### Provided records
★ ★ ★

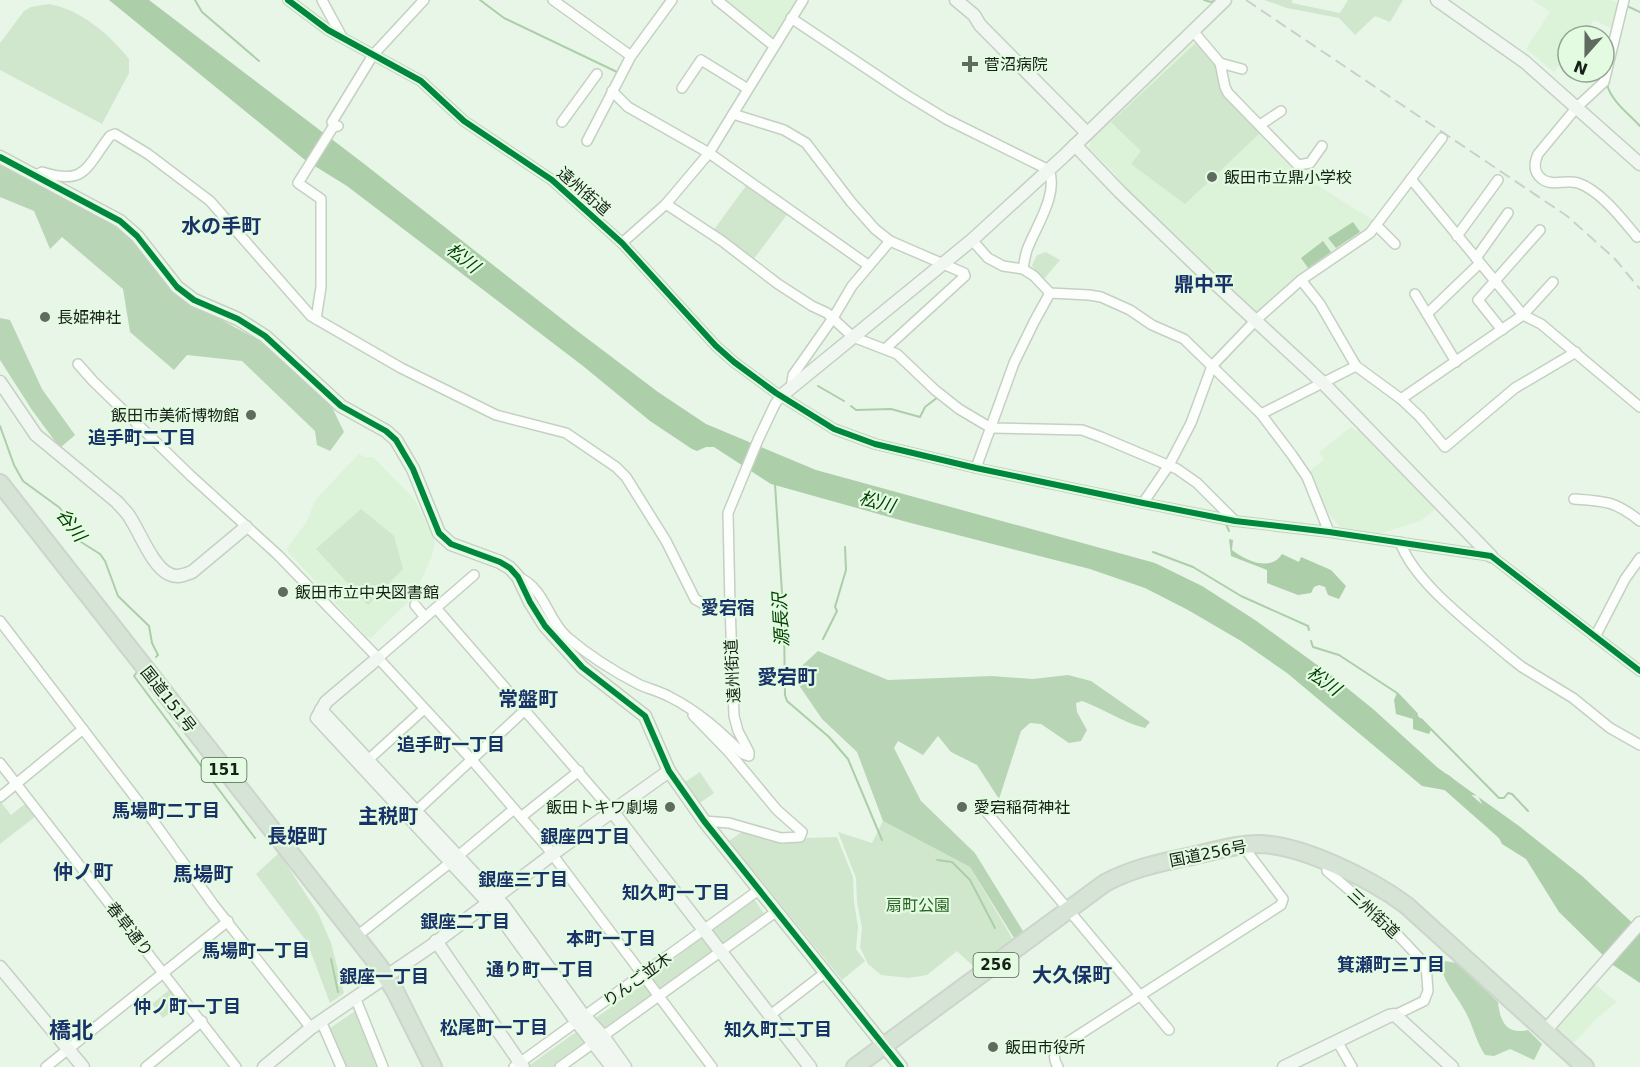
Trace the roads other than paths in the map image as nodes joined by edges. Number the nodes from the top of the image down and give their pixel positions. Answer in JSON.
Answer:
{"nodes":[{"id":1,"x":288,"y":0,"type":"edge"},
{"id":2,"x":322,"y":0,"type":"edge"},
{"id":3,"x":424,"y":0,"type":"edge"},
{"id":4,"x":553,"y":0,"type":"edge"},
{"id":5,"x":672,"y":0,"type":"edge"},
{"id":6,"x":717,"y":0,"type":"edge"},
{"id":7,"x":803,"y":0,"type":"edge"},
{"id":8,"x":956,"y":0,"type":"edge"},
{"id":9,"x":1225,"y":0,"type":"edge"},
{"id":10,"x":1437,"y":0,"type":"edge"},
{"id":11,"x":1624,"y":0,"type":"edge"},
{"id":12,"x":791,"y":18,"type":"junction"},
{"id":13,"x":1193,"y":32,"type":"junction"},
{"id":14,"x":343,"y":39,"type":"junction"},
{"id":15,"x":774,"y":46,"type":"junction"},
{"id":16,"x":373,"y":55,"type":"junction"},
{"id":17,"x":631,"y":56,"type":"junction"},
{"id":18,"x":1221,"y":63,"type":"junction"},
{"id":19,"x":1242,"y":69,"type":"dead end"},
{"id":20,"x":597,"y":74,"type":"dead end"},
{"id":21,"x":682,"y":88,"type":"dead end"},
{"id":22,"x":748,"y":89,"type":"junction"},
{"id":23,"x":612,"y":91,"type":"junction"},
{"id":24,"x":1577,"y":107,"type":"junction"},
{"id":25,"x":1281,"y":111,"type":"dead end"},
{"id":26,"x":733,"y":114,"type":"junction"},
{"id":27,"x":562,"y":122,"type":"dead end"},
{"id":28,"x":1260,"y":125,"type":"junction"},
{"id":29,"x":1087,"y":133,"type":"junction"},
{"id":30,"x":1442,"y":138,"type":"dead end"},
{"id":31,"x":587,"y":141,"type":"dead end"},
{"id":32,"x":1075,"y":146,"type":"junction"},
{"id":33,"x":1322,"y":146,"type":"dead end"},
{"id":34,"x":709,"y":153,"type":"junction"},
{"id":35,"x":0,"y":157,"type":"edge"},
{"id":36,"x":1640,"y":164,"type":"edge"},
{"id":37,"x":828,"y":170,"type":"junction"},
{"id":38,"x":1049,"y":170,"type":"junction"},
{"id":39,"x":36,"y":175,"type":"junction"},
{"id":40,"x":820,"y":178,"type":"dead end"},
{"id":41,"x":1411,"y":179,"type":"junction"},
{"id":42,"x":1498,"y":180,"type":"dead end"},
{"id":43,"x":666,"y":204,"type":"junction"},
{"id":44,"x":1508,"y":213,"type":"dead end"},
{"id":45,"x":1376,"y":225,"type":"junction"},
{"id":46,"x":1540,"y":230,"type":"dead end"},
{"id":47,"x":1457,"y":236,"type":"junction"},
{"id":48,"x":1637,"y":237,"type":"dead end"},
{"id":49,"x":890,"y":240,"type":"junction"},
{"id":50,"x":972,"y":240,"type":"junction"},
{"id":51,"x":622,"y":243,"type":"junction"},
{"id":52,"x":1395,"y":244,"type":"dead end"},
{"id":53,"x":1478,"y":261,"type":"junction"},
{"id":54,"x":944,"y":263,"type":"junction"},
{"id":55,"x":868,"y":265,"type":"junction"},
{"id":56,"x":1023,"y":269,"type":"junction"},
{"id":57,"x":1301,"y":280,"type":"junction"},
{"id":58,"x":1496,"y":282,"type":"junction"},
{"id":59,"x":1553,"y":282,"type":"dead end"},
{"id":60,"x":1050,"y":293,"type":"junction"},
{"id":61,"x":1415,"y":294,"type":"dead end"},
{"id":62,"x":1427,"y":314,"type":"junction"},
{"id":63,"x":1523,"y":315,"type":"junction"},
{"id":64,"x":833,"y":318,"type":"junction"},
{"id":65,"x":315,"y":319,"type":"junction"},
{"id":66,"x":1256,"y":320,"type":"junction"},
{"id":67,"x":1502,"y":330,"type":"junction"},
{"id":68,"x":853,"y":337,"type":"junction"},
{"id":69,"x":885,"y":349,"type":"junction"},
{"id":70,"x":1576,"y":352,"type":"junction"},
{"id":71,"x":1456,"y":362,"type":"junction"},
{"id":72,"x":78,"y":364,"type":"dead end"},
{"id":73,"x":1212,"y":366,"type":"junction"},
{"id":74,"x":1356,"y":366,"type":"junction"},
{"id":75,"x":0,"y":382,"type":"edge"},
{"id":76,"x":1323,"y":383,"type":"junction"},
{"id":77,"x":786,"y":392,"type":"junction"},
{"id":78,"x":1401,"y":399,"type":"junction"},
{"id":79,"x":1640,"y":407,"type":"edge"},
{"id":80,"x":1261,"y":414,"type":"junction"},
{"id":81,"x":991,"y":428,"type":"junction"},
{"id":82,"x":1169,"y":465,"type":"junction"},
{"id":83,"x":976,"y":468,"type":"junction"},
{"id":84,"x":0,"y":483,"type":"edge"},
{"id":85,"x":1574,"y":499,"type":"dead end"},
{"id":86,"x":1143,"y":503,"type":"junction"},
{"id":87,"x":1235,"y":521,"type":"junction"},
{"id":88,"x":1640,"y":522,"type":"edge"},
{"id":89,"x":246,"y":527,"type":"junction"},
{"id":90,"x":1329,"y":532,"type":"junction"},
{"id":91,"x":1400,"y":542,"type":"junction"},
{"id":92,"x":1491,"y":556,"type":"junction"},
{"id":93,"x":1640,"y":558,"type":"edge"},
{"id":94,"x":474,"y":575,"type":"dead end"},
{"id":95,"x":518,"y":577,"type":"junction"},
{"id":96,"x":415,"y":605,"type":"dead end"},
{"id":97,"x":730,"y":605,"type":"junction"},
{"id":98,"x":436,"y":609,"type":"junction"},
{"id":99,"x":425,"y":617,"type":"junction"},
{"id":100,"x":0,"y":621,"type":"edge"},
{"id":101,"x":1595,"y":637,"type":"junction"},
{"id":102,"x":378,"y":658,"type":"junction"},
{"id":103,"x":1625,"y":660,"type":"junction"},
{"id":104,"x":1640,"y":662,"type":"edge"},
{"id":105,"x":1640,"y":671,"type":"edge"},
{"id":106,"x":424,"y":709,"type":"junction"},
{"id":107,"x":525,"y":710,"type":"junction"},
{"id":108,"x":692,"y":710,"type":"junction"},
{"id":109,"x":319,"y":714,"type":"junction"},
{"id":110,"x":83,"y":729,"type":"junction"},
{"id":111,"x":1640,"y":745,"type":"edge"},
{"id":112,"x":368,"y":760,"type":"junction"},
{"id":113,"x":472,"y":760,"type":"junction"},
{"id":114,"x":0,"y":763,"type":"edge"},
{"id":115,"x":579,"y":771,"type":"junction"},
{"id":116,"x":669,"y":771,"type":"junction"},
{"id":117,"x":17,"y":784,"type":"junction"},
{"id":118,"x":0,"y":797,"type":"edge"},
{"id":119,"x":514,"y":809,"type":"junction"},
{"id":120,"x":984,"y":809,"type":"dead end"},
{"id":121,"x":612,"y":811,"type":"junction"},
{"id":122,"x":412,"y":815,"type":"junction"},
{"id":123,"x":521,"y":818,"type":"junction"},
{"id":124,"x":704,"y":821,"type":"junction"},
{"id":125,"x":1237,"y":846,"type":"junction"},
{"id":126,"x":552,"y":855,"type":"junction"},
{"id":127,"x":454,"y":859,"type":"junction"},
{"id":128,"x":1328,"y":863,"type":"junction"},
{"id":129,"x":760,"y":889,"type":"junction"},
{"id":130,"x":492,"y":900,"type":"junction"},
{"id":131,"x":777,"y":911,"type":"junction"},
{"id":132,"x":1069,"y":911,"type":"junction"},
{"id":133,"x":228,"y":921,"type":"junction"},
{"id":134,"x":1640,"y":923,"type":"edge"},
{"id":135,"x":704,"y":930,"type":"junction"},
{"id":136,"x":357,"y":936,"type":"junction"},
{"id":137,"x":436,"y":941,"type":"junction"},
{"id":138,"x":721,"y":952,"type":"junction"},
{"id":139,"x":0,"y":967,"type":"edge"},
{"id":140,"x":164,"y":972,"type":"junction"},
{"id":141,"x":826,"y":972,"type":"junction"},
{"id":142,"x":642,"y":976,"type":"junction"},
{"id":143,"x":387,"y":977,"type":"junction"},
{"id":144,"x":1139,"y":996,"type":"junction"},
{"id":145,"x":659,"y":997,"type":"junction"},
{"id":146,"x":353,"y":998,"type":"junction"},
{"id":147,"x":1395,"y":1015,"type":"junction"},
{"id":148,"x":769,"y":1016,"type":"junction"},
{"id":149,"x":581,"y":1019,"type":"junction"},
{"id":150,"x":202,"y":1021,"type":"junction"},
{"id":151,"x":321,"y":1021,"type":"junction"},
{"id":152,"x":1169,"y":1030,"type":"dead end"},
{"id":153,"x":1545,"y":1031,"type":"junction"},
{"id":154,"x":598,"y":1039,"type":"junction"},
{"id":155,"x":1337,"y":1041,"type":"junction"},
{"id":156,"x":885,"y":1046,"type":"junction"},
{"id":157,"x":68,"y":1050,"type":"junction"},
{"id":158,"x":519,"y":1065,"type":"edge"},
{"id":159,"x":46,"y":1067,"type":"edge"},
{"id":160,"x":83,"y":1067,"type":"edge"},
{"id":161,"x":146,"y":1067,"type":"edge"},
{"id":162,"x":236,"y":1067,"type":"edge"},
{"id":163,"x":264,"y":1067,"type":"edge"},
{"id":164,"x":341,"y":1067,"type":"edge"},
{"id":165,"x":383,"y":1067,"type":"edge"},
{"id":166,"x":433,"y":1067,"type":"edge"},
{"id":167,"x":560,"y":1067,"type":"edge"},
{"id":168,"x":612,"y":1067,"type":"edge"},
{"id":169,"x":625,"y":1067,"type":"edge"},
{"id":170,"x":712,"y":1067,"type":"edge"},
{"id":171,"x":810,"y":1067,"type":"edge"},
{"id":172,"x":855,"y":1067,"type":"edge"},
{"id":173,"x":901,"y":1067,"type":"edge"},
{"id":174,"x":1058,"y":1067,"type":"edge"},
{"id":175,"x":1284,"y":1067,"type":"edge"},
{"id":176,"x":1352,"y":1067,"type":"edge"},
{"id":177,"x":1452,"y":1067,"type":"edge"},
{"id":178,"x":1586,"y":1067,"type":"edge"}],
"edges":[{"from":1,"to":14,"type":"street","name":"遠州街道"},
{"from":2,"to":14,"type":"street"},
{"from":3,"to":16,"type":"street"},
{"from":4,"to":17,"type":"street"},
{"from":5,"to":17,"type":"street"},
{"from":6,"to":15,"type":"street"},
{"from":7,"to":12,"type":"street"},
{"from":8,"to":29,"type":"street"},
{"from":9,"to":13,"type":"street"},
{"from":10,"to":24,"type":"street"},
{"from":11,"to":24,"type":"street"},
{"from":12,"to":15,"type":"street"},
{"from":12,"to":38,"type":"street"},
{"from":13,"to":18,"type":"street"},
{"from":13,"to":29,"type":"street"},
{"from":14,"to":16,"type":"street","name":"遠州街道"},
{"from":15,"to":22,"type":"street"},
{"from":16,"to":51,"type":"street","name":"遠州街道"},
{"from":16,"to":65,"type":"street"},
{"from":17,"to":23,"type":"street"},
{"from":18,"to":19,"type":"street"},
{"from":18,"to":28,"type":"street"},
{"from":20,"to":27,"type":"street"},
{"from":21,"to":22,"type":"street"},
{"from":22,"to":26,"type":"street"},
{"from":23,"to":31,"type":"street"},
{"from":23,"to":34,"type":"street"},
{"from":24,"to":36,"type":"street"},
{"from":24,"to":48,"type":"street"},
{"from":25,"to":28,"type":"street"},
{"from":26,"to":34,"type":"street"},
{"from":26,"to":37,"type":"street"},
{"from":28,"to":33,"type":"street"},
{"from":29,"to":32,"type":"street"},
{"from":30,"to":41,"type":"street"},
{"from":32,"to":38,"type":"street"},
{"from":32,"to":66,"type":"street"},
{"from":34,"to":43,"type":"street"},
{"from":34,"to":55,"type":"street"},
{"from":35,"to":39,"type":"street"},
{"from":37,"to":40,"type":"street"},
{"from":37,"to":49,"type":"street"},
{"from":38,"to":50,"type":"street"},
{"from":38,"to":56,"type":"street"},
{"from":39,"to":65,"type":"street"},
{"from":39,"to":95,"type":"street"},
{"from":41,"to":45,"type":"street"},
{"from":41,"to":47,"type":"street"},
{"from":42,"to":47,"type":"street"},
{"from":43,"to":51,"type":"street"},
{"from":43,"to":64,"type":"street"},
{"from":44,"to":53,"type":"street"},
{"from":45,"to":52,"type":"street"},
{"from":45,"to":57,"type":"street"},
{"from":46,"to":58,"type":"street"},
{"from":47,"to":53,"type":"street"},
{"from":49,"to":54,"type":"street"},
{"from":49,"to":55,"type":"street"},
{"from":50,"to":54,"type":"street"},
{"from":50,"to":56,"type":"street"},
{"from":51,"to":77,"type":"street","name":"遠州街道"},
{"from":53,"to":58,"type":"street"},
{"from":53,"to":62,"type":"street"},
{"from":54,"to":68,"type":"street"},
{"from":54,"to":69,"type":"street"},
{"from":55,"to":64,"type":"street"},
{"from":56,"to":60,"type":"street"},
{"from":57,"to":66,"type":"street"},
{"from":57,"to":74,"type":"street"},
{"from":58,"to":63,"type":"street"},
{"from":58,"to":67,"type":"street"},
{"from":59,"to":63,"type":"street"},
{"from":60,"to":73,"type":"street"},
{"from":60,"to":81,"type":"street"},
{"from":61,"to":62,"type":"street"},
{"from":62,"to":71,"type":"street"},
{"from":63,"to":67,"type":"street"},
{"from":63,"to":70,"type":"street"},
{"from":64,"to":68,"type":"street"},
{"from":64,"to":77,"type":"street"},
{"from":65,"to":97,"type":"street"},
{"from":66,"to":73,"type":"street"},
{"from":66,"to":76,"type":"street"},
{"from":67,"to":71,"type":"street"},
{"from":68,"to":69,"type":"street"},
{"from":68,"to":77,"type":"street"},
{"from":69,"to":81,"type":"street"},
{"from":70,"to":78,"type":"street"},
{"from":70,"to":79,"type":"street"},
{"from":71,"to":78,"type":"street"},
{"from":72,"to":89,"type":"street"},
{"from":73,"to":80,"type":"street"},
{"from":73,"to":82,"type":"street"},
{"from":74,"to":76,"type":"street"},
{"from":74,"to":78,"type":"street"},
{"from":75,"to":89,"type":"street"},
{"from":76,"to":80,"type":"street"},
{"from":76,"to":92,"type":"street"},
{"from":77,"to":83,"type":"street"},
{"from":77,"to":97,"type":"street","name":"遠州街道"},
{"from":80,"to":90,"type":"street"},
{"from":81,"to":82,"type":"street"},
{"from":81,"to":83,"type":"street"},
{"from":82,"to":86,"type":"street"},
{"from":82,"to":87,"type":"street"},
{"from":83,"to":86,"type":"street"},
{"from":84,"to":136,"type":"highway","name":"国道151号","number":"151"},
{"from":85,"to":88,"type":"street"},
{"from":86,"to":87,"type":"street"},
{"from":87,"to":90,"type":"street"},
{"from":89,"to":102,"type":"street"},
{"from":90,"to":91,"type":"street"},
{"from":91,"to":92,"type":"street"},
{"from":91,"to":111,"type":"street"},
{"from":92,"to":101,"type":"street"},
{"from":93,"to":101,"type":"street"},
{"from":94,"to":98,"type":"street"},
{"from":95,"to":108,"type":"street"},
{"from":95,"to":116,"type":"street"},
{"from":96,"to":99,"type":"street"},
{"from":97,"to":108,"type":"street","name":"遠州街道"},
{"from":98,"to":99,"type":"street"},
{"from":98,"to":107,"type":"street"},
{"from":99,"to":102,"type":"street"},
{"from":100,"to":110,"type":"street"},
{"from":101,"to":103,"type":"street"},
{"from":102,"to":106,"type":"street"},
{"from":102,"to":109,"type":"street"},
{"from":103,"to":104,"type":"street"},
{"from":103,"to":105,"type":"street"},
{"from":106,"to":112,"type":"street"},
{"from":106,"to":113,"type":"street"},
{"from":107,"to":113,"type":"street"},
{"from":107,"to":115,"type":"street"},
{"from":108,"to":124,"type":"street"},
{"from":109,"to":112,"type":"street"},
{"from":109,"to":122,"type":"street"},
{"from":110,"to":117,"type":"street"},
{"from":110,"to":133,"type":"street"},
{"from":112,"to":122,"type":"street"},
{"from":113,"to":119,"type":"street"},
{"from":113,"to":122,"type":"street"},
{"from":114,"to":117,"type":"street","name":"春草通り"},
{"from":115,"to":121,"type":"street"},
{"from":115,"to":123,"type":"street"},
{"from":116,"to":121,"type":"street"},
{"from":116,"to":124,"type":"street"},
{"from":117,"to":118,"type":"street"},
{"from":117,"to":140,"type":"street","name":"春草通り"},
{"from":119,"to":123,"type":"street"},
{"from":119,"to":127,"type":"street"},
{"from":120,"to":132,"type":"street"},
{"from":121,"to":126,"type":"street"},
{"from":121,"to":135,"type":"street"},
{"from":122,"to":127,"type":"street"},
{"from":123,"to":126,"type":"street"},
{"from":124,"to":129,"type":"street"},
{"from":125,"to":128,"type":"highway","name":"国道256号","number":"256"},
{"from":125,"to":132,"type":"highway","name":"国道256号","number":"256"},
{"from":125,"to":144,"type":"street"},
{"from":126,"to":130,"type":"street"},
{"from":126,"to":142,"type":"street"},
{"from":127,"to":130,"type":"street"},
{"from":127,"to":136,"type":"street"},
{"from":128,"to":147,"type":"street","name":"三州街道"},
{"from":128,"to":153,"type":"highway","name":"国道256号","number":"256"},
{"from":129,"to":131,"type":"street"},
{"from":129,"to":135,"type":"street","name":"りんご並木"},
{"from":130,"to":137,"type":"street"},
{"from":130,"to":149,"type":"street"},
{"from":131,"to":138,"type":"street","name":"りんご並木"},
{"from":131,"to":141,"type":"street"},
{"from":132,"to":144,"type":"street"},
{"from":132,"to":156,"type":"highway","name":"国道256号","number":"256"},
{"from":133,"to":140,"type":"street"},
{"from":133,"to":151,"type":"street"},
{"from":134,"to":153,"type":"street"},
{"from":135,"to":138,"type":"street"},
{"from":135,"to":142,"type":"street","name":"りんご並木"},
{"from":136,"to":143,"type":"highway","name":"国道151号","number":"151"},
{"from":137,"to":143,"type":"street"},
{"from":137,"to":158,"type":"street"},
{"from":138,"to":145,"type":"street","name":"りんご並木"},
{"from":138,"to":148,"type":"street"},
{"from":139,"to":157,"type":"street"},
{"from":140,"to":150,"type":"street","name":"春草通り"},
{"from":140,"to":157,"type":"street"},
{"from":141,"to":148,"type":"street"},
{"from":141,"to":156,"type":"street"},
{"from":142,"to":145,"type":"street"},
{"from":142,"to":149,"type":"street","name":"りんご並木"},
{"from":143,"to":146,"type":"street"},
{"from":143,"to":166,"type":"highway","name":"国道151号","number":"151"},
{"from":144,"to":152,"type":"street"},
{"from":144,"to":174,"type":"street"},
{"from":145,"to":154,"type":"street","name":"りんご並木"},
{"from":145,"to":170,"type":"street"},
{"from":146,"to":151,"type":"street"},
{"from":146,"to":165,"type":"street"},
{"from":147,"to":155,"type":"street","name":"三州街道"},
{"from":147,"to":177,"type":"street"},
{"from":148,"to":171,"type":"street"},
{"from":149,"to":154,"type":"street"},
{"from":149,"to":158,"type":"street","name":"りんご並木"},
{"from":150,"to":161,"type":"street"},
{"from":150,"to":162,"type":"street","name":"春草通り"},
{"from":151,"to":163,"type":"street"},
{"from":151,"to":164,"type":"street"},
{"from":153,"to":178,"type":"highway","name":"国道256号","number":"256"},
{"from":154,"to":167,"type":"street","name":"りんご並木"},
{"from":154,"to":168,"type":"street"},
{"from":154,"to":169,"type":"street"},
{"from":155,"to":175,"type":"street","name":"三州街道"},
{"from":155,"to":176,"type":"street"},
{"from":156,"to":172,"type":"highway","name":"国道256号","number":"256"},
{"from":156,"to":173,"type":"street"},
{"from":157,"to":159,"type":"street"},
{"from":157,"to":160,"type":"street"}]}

★ ★ ★

Take from the listing above each line containing "nodes".

Trace the roads other than paths in the map image as nodes joined by edges. Number the nodes from the top of the image down and give their pixel positions. Answer in JSON.
{"nodes":[{"id":1,"x":288,"y":0,"type":"edge"},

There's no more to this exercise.